(Available data)

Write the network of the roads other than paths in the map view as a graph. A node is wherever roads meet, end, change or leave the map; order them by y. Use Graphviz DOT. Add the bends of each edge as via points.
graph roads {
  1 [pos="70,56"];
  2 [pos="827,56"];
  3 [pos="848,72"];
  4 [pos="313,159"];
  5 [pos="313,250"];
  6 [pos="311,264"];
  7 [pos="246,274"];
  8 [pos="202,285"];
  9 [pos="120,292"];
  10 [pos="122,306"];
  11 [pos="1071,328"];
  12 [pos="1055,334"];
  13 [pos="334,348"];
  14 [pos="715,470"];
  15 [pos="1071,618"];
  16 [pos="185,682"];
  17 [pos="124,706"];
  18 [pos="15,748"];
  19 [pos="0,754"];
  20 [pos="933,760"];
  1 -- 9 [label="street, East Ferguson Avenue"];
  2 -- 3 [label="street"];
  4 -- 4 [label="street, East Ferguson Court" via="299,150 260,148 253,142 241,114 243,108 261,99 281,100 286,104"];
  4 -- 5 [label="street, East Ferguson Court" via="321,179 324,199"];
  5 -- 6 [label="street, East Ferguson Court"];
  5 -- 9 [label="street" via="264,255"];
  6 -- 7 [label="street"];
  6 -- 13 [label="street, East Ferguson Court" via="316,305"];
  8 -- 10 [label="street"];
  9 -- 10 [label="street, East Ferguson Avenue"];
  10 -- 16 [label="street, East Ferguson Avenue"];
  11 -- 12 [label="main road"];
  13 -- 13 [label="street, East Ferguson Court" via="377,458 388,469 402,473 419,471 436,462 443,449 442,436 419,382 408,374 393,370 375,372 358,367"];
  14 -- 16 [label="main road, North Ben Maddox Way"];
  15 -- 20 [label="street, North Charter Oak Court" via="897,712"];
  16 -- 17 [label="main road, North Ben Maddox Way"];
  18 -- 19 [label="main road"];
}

(End Available data)

Problem details = Print every line you see above, exactly as written.

Finished task =
Write the network of the roads other than paths in the map view as a graph. A node is wherever roads meet, end, change or leave the map; order them by y. Use Graphviz DOT. Add the bends of each edge as via points.
graph roads {
  1 [pos="70,56"];
  2 [pos="827,56"];
  3 [pos="848,72"];
  4 [pos="313,159"];
  5 [pos="313,250"];
  6 [pos="311,264"];
  7 [pos="246,274"];
  8 [pos="202,285"];
  9 [pos="120,292"];
  10 [pos="122,306"];
  11 [pos="1071,328"];
  12 [pos="1055,334"];
  13 [pos="334,348"];
  14 [pos="715,470"];
  15 [pos="1071,618"];
  16 [pos="185,682"];
  17 [pos="124,706"];
  18 [pos="15,748"];
  19 [pos="0,754"];
  20 [pos="933,760"];
  1 -- 9 [label="street, East Ferguson Avenue"];
  2 -- 3 [label="street"];
  4 -- 4 [label="street, East Ferguson Court" via="299,150 260,148 253,142 241,114 243,108 261,99 281,100 286,104"];
  4 -- 5 [label="street, East Ferguson Court" via="321,179 324,199"];
  5 -- 6 [label="street, East Ferguson Court"];
  5 -- 9 [label="street" via="264,255"];
  6 -- 7 [label="street"];
  6 -- 13 [label="street, East Ferguson Court" via="316,305"];
  8 -- 10 [label="street"];
  9 -- 10 [label="street, East Ferguson Avenue"];
  10 -- 16 [label="street, East Ferguson Avenue"];
  11 -- 12 [label="main road"];
  13 -- 13 [label="street, East Ferguson Court" via="377,458 388,469 402,473 419,471 436,462 443,449 442,436 419,382 408,374 393,370 375,372 358,367"];
  14 -- 16 [label="main road, North Ben Maddox Way"];
  15 -- 20 [label="street, North Charter Oak Court" via="897,712"];
  16 -- 17 [label="main road, North Ben Maddox Way"];
  18 -- 19 [label="main road"];
}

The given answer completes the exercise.